Ami d'Athénaïs DENIS DE CUZIEU, Alexandre Étienne CHORON est un musicien et pédagogue français né à Caen (Calvados) le 21 octobre 1771 et mort à Paris le 29 juin 1834. Fondateur de l'Institution Royale de Musique Religieuse à Paris dont Athénaïs est directrice pour les Dames de 1824 à 1828. Il joue un rôle essentiel en France pour opérer une distinction claire entre musique sacrée et profane (l'esprit profane et la musique d'opéra se mêlaient alors au chant d'église). CHORON est aussi à l'origine de l'intérêt pour l'histoire de la musique, qui s'est perpétué jusqu'à nos jours : auparavant, on s'intéressait peu ou pas du tout aux œuvres des époques précédentes.
Education :
Fils d'Etienne Louis CHORON, directeur général des Fermes à Caen en Normandie, écuyer, Secrétaire du Roi. Né et éduqué dans un milieu et dans un environnement maçonnique : son père appartient à la Loge "Constante Fabert" à l’Orient de Caen (Apprenti en 1782, Maître en 1784 et Vénérable en 1785 - Archives Nationales, cote FM/2/189/I). CHORON fait des études de mathématiques au collège des Jésuites de Juilly, puis à l’Ecole des Mines. Doté d’une mémoire prodigieuse, il sait à l’âge de 15 ans, parler et écrire sans difficulté le latin, le grec et l’hébreu : c'est un mathématicien en même temps qu’un musicien ! Gaspard MONGE, le fondateur de l’Ecole polytechnique et le père de la géométrie descriptive, le prend pour élève et lui confie, en 1795, les fonctions de répétiteur de géométrie descriptive à l’Ecole Normale. MONGE est également un Frère maçon initié à Mézières en 1768 dans la Loge "L'Union Parfaite du Corps Royal du Génie". Quoique son père lui ait interdit d'étudier la musique, CHORON s'initie seul aux théories de Jean-Philippe RAMEAU. Ami de GRETRY, sur ses conseils, il prend des leçons d’harmonie auprès de l’abbé Nicolas ROZE, franc-maçon lui aussi, (1745-1819), ancien maître de chapelle des Saints-Innocents, et également auprès de BONESI. Ce dernier le familiarise avec le traité de fugue et de contrepoint de Nicolo SALA (1701-1800) et avec la musique italienne. Il en tire la matière de son ouvrage : Principes de composition des écoles d'Italie. Il apprend l'allemand afin d'étudier les traités de musique écrits dans cette langue, puis entreprend de réformer toutes les branches de l'activité musicale.
Carrière :
Membre correspondant de l'Académie des beaux-arts, Alexandre-Étienne CHORON est chargé en 1811, par le ministre des Cultes de Napoléon Ier, de réorganiser les maîtrises avec le titre de Directeur de la musique des fêtes religieuses. Nommé « régisseur » de l'Opéra de Paris le 18 janvier 1816 il provoque la réouverture du Conservatoire, fermé depuis 1815, sous le nom d'École royale de chant et de déclamation. Dès le 30 mars 1817, il est contraint de démissionner de la direction de l'Opéra, sans pension, par suite du trop grand nombre de changements qu'il avait voulu apporter.

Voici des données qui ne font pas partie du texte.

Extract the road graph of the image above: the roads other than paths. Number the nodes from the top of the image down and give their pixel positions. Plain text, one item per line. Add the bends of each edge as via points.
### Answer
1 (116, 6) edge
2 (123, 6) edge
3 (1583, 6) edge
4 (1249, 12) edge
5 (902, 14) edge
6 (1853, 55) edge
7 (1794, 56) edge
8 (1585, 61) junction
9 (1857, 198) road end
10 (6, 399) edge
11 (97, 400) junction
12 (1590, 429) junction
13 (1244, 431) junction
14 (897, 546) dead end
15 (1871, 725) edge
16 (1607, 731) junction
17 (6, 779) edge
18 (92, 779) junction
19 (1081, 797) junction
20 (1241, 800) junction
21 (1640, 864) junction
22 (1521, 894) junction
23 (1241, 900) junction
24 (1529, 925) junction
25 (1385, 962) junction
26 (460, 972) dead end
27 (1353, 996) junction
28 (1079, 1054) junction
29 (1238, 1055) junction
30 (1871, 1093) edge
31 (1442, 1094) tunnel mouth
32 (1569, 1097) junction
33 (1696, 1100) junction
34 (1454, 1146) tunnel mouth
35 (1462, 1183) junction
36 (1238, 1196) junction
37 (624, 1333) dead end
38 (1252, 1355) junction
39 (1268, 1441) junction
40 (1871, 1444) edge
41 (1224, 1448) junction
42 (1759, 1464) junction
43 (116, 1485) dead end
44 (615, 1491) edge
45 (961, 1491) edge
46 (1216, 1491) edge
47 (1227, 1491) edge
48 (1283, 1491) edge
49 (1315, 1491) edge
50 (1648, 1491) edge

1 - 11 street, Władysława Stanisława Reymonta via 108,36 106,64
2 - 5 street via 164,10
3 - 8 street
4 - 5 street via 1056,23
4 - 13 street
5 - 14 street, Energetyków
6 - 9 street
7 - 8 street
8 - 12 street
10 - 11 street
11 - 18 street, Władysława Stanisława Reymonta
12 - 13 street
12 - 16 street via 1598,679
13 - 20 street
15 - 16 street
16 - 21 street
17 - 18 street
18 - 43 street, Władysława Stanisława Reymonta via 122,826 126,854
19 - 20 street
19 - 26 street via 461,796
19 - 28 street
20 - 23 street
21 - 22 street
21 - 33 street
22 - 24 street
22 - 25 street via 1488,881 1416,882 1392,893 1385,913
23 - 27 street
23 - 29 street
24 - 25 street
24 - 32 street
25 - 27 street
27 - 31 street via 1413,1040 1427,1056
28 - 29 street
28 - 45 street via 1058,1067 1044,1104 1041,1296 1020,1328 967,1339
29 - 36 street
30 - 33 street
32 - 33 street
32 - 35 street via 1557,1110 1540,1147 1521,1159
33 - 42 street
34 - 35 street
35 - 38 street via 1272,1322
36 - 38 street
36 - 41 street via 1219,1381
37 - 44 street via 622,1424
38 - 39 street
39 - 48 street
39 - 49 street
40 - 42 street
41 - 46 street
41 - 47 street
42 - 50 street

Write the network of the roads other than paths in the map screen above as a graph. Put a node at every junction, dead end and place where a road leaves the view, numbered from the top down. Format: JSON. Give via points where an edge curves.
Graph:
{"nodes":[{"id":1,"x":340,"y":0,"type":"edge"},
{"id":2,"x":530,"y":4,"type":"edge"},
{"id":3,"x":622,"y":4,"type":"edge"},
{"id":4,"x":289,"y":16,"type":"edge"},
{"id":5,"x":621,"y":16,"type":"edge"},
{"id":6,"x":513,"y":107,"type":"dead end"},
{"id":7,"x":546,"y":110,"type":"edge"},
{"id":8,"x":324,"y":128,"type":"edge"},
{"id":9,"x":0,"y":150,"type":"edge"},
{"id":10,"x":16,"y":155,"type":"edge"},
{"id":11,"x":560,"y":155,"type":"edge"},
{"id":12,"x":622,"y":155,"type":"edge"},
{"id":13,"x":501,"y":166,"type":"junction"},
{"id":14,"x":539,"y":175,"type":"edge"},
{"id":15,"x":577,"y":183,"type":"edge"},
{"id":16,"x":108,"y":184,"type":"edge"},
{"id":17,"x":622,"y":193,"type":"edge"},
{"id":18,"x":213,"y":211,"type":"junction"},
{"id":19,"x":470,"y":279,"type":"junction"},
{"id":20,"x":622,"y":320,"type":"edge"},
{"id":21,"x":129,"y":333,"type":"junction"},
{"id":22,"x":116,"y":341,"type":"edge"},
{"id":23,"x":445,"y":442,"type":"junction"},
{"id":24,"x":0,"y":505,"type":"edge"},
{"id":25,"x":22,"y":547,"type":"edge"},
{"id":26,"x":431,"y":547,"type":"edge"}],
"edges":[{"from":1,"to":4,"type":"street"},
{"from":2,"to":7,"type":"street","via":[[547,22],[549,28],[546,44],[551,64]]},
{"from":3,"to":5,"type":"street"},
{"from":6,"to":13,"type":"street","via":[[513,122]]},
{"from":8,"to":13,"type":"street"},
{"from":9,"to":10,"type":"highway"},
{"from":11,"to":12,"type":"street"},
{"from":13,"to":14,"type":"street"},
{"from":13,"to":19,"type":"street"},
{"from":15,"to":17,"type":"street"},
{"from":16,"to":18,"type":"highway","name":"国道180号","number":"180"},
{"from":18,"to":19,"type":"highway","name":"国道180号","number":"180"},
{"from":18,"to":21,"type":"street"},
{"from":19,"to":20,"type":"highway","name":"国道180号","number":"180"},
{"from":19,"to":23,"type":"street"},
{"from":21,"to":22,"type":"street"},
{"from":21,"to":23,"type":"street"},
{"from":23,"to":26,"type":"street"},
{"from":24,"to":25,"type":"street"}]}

Institution Royale de Musique Religieuse :
- Après la démission de ses fonctions de directeur de l’Opéra, Alexandre CHORON se consacre alors uniquement à la réalisation d’un grand projet : l’ouverture d’une Ecole royale et spéciale de chant. Créée déjà en 1816, elle prospère rapidement pour s’appeler finalement Institution Royale de Musique classique et Religieuse. Située 69 rue de Vaugirard, cette institution est destinée au rétablissement de la musique religieuse. L’instruction dispensée porte sur le solfège, la musique instrumentale en tant qu’elle rapporte à l’accompagnement du chant, notamment sur le forte-piano ou l’orgue, le violon et le violoncelle, l’harmonie pratique et la composition musicale et bien entendu sur les matières scolaires traditionnelles (français, latin, belles-lettres, géographie, histoire, grammaire) et sur l’éducation religieuse et morale.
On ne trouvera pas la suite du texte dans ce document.